Quality factor, or Q factor, is a common shorthand figure of merit (FOM) for RF filters. It’s typically expressed as the ratio of stored versus lost energy per oscillation cycle.
Steepness of skirts, selectivity, and insertion loss are all specifications that can be described in terms of Q factor. While this FOM feels ubiquitous in RF, truly understanding how Q factor is determined and how it relates to other specifications is a complex endeavor because it’s contextual.
Here are a few different ways we can situate our understanding of Q factor:
- Bandpass Q Factor: Refers to the width of a filter
- Component Q Factor: Addresses individual inductor or capacitor quality
- Pole Q Factor: Indicates the performance of different parts of a filter response; based on Pole Zero Plots
Pole Q factor is a particularly abstract context.

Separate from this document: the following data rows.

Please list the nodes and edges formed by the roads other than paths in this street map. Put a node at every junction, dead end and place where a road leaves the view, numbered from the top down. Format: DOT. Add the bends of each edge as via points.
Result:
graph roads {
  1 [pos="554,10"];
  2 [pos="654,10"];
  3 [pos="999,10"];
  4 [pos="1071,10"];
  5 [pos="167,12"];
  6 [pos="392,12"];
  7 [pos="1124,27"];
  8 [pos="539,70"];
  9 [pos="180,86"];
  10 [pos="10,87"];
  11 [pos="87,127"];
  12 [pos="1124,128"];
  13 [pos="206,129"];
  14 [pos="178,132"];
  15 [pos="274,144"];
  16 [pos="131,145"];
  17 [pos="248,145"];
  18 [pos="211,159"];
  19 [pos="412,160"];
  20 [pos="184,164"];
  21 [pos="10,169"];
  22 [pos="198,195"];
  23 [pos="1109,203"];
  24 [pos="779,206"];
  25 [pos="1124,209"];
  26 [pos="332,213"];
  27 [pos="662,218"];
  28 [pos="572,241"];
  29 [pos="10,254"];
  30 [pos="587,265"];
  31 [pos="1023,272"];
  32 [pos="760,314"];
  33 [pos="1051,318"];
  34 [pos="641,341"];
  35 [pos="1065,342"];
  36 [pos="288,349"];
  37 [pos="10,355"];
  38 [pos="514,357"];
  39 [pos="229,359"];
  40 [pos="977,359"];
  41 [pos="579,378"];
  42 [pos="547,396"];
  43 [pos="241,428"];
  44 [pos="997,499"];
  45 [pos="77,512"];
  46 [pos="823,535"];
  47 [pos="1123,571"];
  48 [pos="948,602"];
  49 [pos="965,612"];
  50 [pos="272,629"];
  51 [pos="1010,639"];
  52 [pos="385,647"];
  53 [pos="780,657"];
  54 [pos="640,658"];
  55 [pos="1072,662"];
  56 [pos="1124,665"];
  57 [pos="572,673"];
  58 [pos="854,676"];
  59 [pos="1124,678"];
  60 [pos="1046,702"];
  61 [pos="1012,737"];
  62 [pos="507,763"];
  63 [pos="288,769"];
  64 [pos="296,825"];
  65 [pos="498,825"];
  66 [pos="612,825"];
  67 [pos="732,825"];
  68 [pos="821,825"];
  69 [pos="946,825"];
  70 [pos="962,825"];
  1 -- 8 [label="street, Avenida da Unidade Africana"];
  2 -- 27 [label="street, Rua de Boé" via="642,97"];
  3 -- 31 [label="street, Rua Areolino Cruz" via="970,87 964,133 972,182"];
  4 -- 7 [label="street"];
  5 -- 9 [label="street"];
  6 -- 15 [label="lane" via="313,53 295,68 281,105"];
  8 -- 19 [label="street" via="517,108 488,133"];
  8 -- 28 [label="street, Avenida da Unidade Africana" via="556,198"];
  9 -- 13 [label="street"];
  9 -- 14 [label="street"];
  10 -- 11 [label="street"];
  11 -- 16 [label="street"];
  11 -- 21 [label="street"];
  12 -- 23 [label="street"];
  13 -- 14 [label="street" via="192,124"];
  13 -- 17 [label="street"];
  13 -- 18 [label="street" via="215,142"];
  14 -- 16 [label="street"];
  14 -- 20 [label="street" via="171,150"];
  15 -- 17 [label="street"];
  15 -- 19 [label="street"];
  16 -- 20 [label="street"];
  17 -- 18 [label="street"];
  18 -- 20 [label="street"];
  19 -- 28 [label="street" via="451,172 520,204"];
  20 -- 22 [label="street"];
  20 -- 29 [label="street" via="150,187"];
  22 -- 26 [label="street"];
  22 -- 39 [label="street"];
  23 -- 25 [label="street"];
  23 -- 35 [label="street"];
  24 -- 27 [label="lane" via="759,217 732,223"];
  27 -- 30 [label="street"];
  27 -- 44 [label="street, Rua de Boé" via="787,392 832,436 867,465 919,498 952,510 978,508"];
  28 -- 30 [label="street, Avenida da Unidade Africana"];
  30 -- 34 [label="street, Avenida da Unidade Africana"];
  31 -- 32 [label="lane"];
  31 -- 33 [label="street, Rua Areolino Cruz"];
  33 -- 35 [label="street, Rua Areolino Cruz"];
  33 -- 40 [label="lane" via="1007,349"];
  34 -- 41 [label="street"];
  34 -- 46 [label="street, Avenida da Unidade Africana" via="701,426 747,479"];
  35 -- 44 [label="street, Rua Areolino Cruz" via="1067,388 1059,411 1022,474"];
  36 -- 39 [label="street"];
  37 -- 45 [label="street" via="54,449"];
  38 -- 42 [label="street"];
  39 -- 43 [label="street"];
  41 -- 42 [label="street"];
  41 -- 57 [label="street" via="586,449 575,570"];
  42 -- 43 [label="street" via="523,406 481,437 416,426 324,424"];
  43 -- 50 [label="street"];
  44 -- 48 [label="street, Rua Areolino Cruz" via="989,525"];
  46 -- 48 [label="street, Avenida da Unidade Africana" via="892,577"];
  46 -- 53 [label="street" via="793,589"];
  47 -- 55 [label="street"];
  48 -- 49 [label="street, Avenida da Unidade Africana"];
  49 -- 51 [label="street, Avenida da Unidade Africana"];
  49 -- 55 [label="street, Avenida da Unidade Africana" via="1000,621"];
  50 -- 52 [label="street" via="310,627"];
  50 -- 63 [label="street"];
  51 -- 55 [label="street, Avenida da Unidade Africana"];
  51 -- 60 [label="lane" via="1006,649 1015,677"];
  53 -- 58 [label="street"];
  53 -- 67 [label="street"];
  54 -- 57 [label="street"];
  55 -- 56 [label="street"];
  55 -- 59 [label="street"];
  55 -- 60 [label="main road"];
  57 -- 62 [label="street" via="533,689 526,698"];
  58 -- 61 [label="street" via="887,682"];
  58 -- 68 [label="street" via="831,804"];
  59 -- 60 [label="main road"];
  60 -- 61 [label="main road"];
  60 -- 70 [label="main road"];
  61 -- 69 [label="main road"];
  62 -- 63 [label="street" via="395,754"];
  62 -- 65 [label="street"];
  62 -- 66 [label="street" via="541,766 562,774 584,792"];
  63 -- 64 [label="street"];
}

Here, we look at poles and zeros in the complex plane. In theory, by moving the poles and zeros on the frequency axis, the slope gets steeper or shallower, impacting the sharpness of the filter. In practice, you can place zeros near frequencies you’d like to reject and poles near frequencies you’d like to pass. Ultimately, moving poles and zeros around on the plot crystallizes the filter response into the right shape for the customer.
Recently, we used Python Scipy.signal Toolbox to explore this and the theory behind poles and zeros. To follow along, read our white paper, Experimenting with Open-Source RF Analysis Tools to Better Understand How Poles and Zeros Relate to Q Factor.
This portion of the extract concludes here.